Dal cielo di Venere Dante guarda il mondo “fuor di strada” mentre dialoga con uno degli spiriti amanti, Carlo Martello, figlio di Carlo d'Angiò, sugli errori compiuti dagli uomini nello scegliere i governanti. Carlo gli ha appena mostrato che la politica tributaria, avida ed esosa, di suo fratello Roberto è stata la causa della rivolta dei “vespri siciliani” e della conseguente cacciata degli Angioini dal regno di Sicilia.
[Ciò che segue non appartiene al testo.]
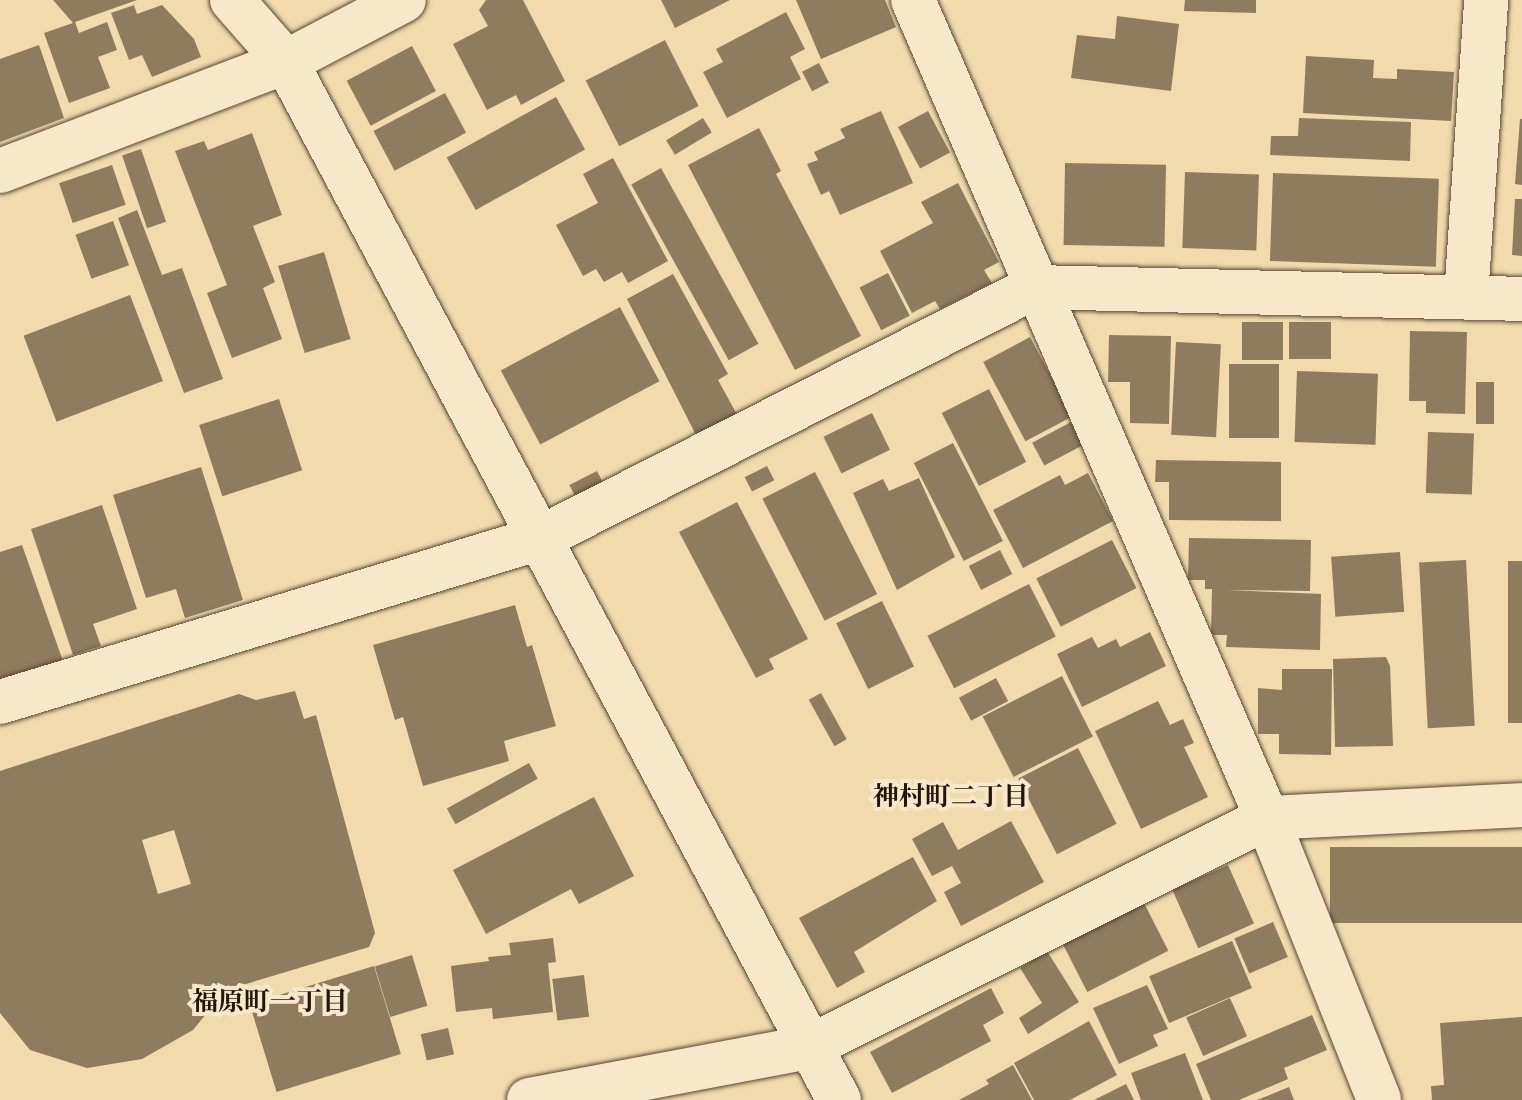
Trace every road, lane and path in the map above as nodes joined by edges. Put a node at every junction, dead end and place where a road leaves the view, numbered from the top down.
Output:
1 (232, 0) edge
2 (404, 0) edge
3 (913, 0) edge
4 (1486, 0) edge
5 (286, 62) junction
6 (0, 171) edge
7 (1035, 287) junction
8 (1466, 297) junction
9 (1522, 299) edge
10 (540, 538) junction
11 (0, 702) edge
12 (1522, 805) edge
13 (1267, 818) junction
14 (809, 1047) junction
15 (529, 1100) edge
16 (839, 1100) edge
17 (1379, 1100) edge

1 - 5 street
2 - 5 street
3 - 7 street
4 - 8 street
5 - 6 street
5 - 10 street
7 - 8 street
7 - 10 street
7 - 13 street
8 - 9 street
10 - 11 street
10 - 14 street
12 - 13 street
13 - 14 street
13 - 17 street
14 - 15 street
14 - 16 street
L'accusa di Carlo verso Roberto muove da una osservazione sulla “natura” degli uomini: “La sua natura, che di larga parca / discese, avria mestier di tal milizia / che non curasse di mettere in arca”. Con tali parole il principe angioino afferma che l'indole di suo fratello, pur essendo nata da una natura generosa, quella di suo padre Carlo I d'Angiò, si è formata “parca”, ossia incline all'egoismo e all'avarizia, e che, pertanto, avrebbe avuto bisogno di consiglieri dotati del senso della giustizia e dell'equità nell'amministrazione economica dello Stato. Roberto invece si era circondato dell' “avara povertà di catalogna”, ovvero di ministri catalani che avevano angustiato il popolo con tributi esosi ed iniqui.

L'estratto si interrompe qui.